Wednesday 29 April 2015

60 SECOND INTERVIEW: Clare Davison


CLARE Davison has been principal at Kingston Maurward College for five years, coming to the role from the position of deputy. In total, she has been at the college for about 15 years. Prior to her arrival in Dorchester she led a management and professional studies department in a Bournemouth college after teaching jobs in schools. She comes originally from the Muscliff area of East Dorset which, as she says, was then a small village, before being swallowed up by the Poole-Bournemouth-Christchurch conurbation.

WHAT are some of your earliest memories from your childhood?
Probably of Throop Mill where we fished and swam. There is a picture of me at home at about the age of two at the mill. It’s a lovely place.  We also used to cycle around the area as a child, with a group of friends, although I have never let my daughter do that. 

HAVE you always had an interest in the countryside?
Yes, I have always has an interest in large country houses of the sort this [Kingston Maurward] is, and I’ve had an interest in the countryside from my father who had a smallholding.

WHAT attracted you to Kingston Maurward?
It’s a very special place and unique in its ways. There are now only 14 land-based colleges. When I first came into the sector there were probably 40 or 50. I do feel passionately about Dorset hanging on to its land-based college because so many have gone, although a number have been merged with further education colleges, some successfully, some less so. Since I have been here were have diversified along with the industry. It now has new facilities for animal sciences, horticulture and we have just got some money for agritech, just to mention a few. We have needed to be outward facing and seek to grow year on year and are, of course, popular as a venue for weddings and conferences.
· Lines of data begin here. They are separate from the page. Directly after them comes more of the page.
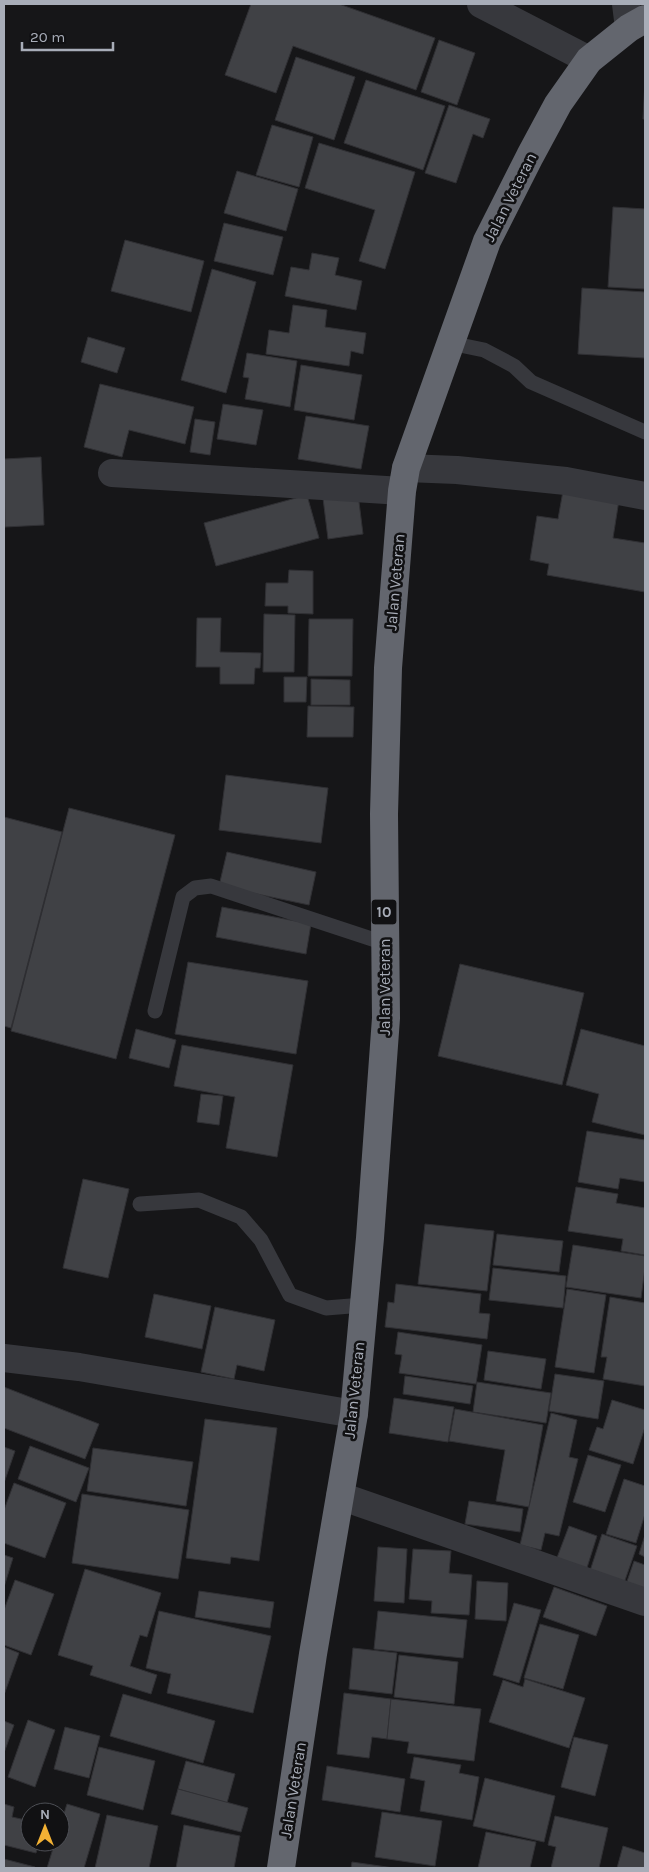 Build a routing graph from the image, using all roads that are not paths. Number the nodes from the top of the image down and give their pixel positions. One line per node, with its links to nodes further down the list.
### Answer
1 (481, 4): 3 (street)
2 (633, 17): 3 (highway, Jalan Veteran / 10)
3 (589, 60): 4 (highway, Jalan Veteran / 10)
4 (450, 344): 5 (lane); 7 (highway, Jalan Veteran / 10)
5 (645, 432)
6 (112, 473): 7 (street)
7 (404, 480): 8 (street); 9 (highway, Jalan Veteran / 10)
8 (645, 496)
9 (384, 943): 10 (lane); 12 (highway, Jalan Veteran / 10)
10 (155, 1011)
11 (140, 1204): 12 (lane)
12 (363, 1305): 14 (highway, Jalan Veteran / 10)
13 (4, 1358): 14 (street)
14 (354, 1414): 15 (highway, Jalan Veteran / 10)
15 (340, 1496): 16 (street); 17 (highway, Jalan Veteran / 10)
16 (645, 1602)
17 (281, 1868) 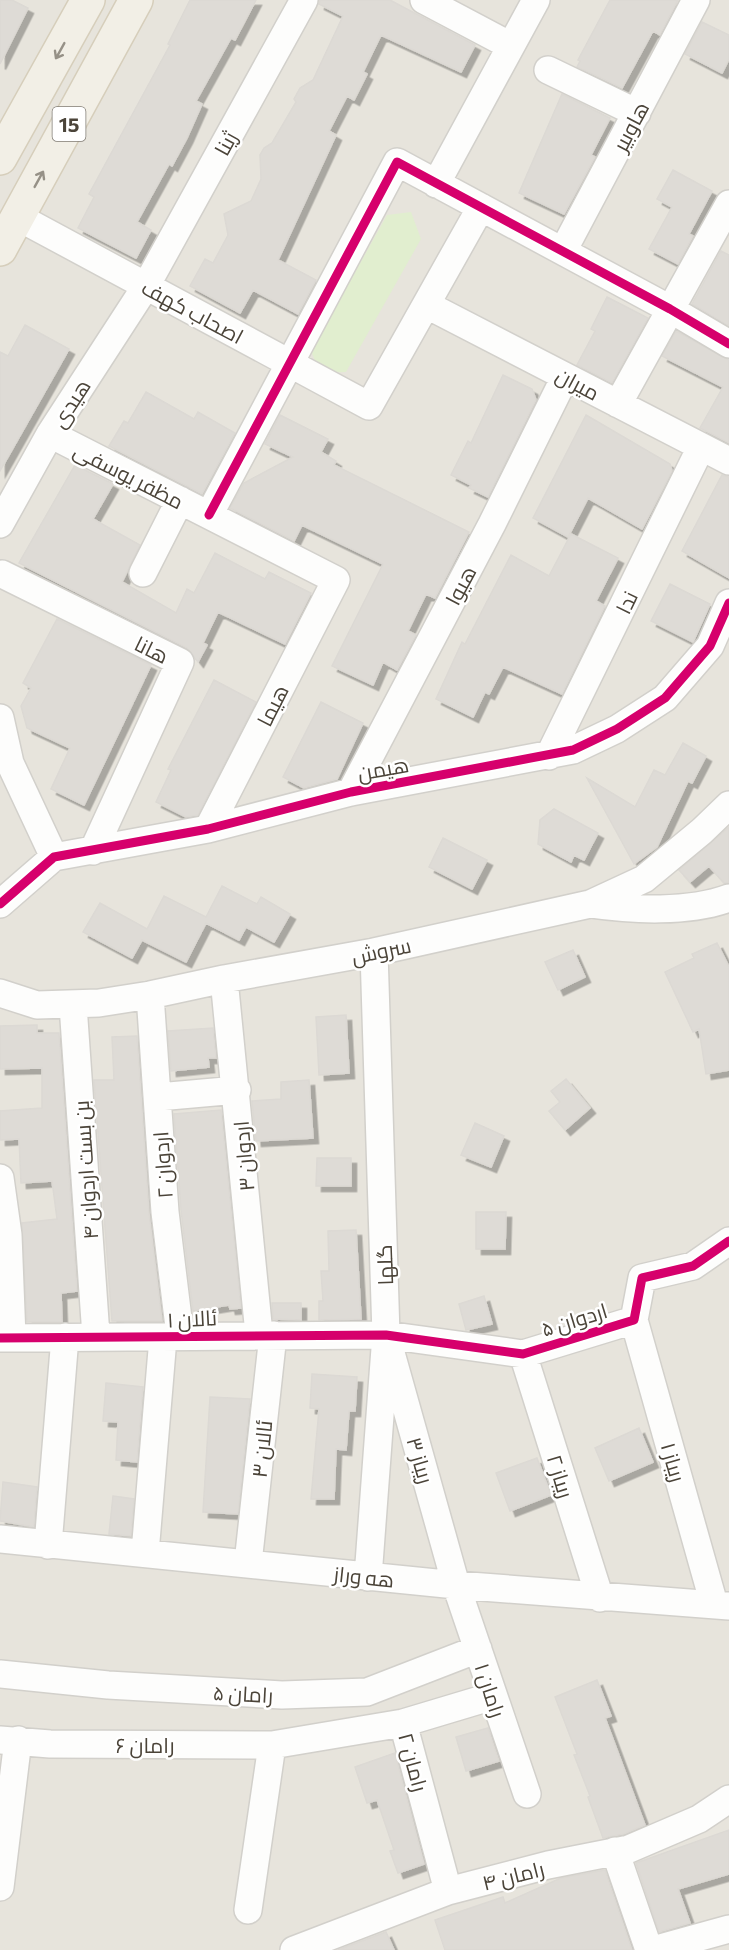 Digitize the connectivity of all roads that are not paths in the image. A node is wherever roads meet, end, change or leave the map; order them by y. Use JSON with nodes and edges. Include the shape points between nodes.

WHAT keeps you interested in your job?
The staff and students, who are fantastic, but of course this building and its grounds. I never tire of looking at the site and try and get out every day for a walk around and to chat to people. It’s a busy but exciting job and we continue to grow year on year and the college has seen more students opt to come here. 

WHAT sort of changes might yet be to come?
We have to constantly innovate and one of our priorities is to do more in Higher Education. We’ve done particularly well with apprentices – over 700 last year is significant for a relatively small college and of course with Dorset full of small and medium-sized business we have great links to hundreds of employers across the county, and beyond. Most of our students do go on and get jobs. We want to do more Higher Education and be in the forefront of making it possible for people to stay local.

DO you have a favourite area or department?
There hasn’t been a single day when I don’t drive into this beautiful campus and think “Gosh, I’m lucky to be working here”, and when you come in on a spring day and you see the lambs in the field and you look at the gardens with all the magnolias it’s hard not to like agriculture and horticulture. 

IF you went back to the classroom what would you teach?
I still do a bit of teaching but I would perhaps concentrate on English and maths, which is so important for everyone to have a good standard in. 

IN your spare time, if you have any, what do you like to do?
My husband and I like to cycle. On a good day we’ll get the bikes out and sometimes go fair distances. One of our favourite cycle trips is to go from Wimborne down to Poole on the old railway line and then over on the ferry and then on to Old Harry Rocks. It’s a view which is hard to beat. 

ANY hobbies a bit less physical?
Reading - I do like psychological thrillers. I don’t paint but I do like art and spend a fair amount of time browsing art galleries and looking at art. I’m a member of the Royal Academy and always go to the summer exhibition and am generally tempted by something. I love impressionist art. We’ve got a nice garden, but I can’t claim to have put it together, we inherited it when we bought the house. It’s now full of flowering cherries and magnolias and lots of shrubs, but we don’t have a lot of flowers.

HOW do you see the years ahead for you and Kingston Maurward?
I think we are well positioned to face the future and have the infrastructure and courses to ensure young people in Dorset have a real choice from us. You can never do these things quickly enough - I would like to see us being considered a world class institution and I like to think we keep in touch with what the sector needs and how its needs are changing so we can always deliver what is appropriate to the next generation. Our biggest challenges are financial – we need to maximise our commercial activity and we will have to continue to remain being very efficient in all that we do.